## Work item
Note every line in the entries that contains the string "Alsace", and copy it.
--- Exercise data ---
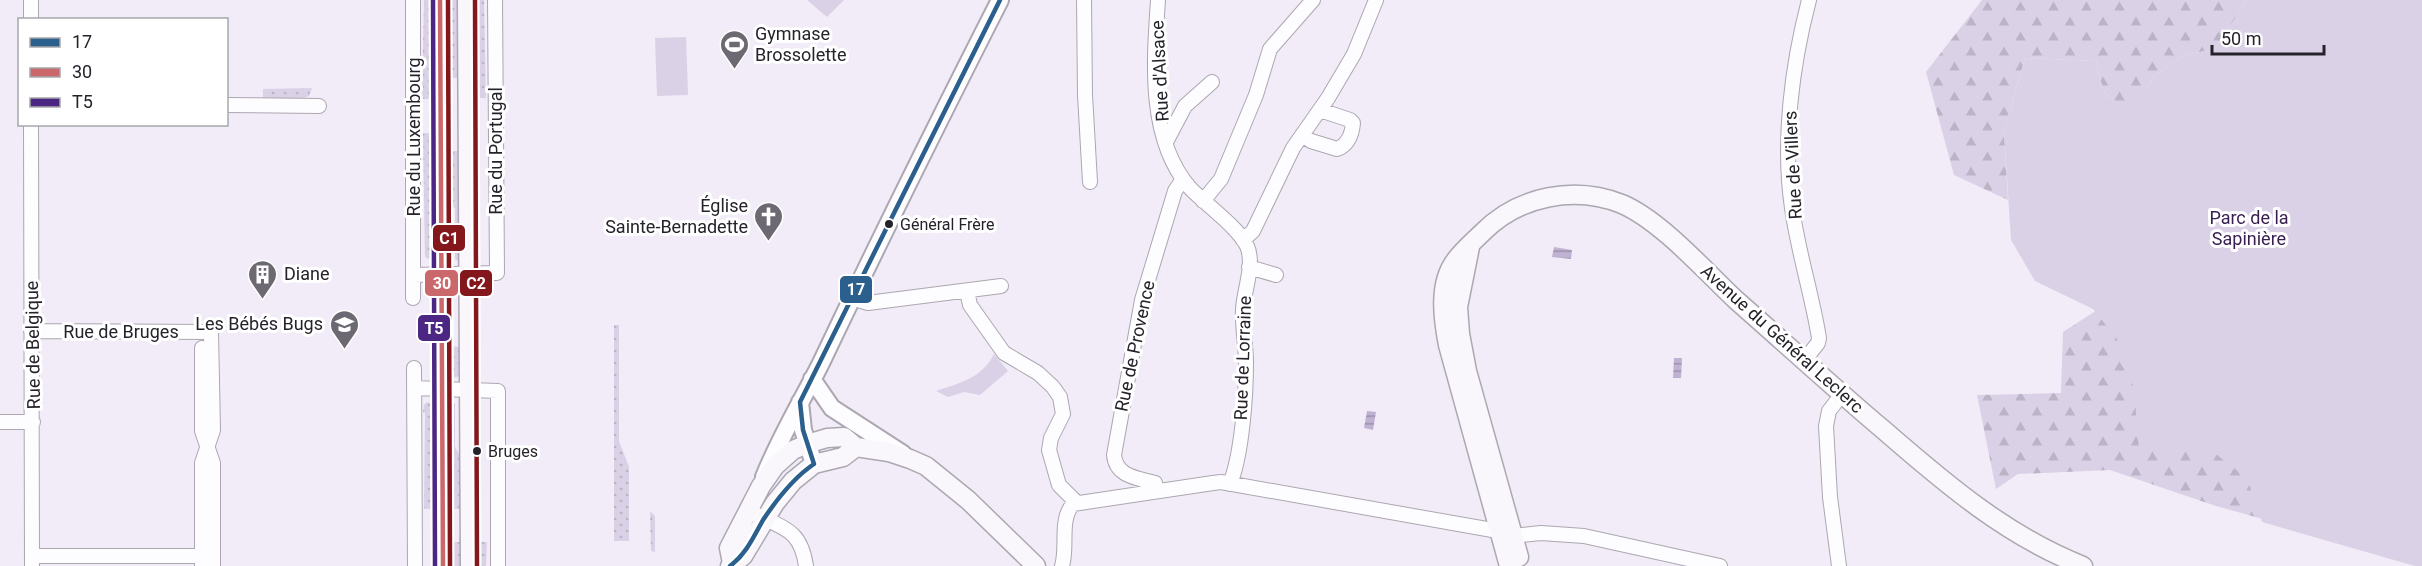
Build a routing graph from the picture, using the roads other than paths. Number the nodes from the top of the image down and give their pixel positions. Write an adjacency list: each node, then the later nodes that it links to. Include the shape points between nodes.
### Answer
1 (31, 0): 12 (street)
2 (413, 0): 25 (street, Rue du Luxembourg)
3 (440, 0): 27 (main road)
4 (467, 0): 26 (main road)
5 (495, 0): 26 (street, Rue du Portugal, via 497,273)
6 (1000, 0): 32 (street)
7 (1084, 0): 21 (street)
8 (1158, 0): 19 (street, Rue d'Alsace, via 1157,98)
9 (1313, 0): 22 (street, via 1270,50 1221,179)
10 (1376, 0): 16 (street, via 1354,54)
11 (1809, 0): 34 (street, Rue de Villers, via 1794,66 1789,131 1791,207 1819,338)
12 (31, 18)
13 (1212, 81): 19 (street, Rue d'Alsace, via 1185,106)
14 (228, 105): 15 (street)
15 (320, 106)
16 (1320, 110): 18 (street); 18 (street, via 1353,123 1345,145 1337,149)
17 (31, 126): 33 (street, Rue de Belgique)
18 (1302, 135): 23 (street, via 1253,231)
19 (1166, 142): 20 (street, Rue d'Alsace)
20 (1183, 179): 22 (street, Rue d'Alsace); 50 (street, Rue de Provence, via 1175,191 1142,300 1114,455 1118,468 1126,475 1155,483)
21 (1090, 182)
22 (1203, 201): 23 (street, Rue d'Alsace)
23 (1243, 240): 24 (street, Rue de Lorraine, via 1249,253)
24 (1249, 267): 28 (street, Rue de Lorraine); 48 (street, Rue de Lorraine, via 1243,306 1246,362 1238,464)
25 (413, 274): 27 (street); 31 (street, Rue du Luxembourg)
26 (468, 274): 27 (street); 39 (main road)
27 (442, 275): 38 (main road)
28 (1276, 275)
29 (1001, 286): 30 (street)
30 (967, 291): 32 (street, via 868,303); 51 (street, via 970,305 1004,353 1038,373 1060,397 1063,414 1049,450 1059,486)
31 (413, 298)
32 (851, 298): 36 (street)
33 (31, 331): 43 (street, Rue de Belgique); 56 (street, Rue de Bruges, via 206,332 201,430 213,463)
34 (1804, 361): 40 (main road, Avenue du Général Leclerc); 54 (main road, Avenue du Général Leclerc, via 1649,220 1612,201 1572,194 1543,198 1512,210 1470,247 1458,307 1467,371)
35 (414, 368): 37 (street)
36 (812, 380): 41 (street); 46 (street, via 832,408)
37 (414, 388): 38 (street); 58 (street)
38 (442, 389): 39 (street); 59 (main road)
39 (469, 390): 60 (main road); 61 (street, via 498,392)
40 (1842, 394): 68 (street, via 1829,411 1826,426); 69 (main road, Avenue du Général Leclerc, via 1979,510 2039,547)
41 (800, 402): 44 (street); 49 (street, via 778,442)
42 (0, 422): 43 (street)
43 (33, 422): 55 (street, Rue de Belgique)
44 (807, 444): 45 (main road, via 844,437); 47 (street); 49 (main road, via 782,459)
45 (856, 447): 46 (main road); 47 (main road, via 843,457)
46 (910, 459): 63 (main road, via 968,500)
47 (814, 464): 53 (main road, via 793,481)
48 (1230, 484): 50 (street); 54 (street)
49 (761, 486): 52 (main road)
50 (1157, 491): 51 (street)
51 (1076, 502): 64 (street, via 1066,519)
52 (748, 511): 53 (street); 57 (main road, via 729,548)
53 (765, 519): 57 (main road, via 743,556); 62 (street, via 797,537)
54 (1505, 534): 65 (main road, Avenue du Général Leclerc); 66 (main road, Avenue du Général Leclerc); 67 (street, via 1584,536)
55 (32, 561): 56 (street)
56 (207, 561)
57 (731, 565)
58 (415, 566)
59 (442, 566)
60 (470, 566)
61 (498, 566)
62 (806, 566)
63 (1036, 566)
64 (1062, 566)
65 (1509, 566)
66 (1521, 566)
67 (1720, 566)
68 (1839, 566)
69 (2083, 566)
---
## Response area
8 (1158, 0): 19 (street, Rue d'Alsace, via 1157,98)
13 (1212, 81): 19 (street, Rue d'Alsace, via 1185,106)
19 (1166, 142): 20 (street, Rue d'Alsace)
20 (1183, 179): 22 (street, Rue d'Alsace); 50 (street, Rue de Provence, via 1175,191 1142,300 1114,455 1118,468 1126,475 1155,483)
22 (1203, 201): 23 (street, Rue d'Alsace)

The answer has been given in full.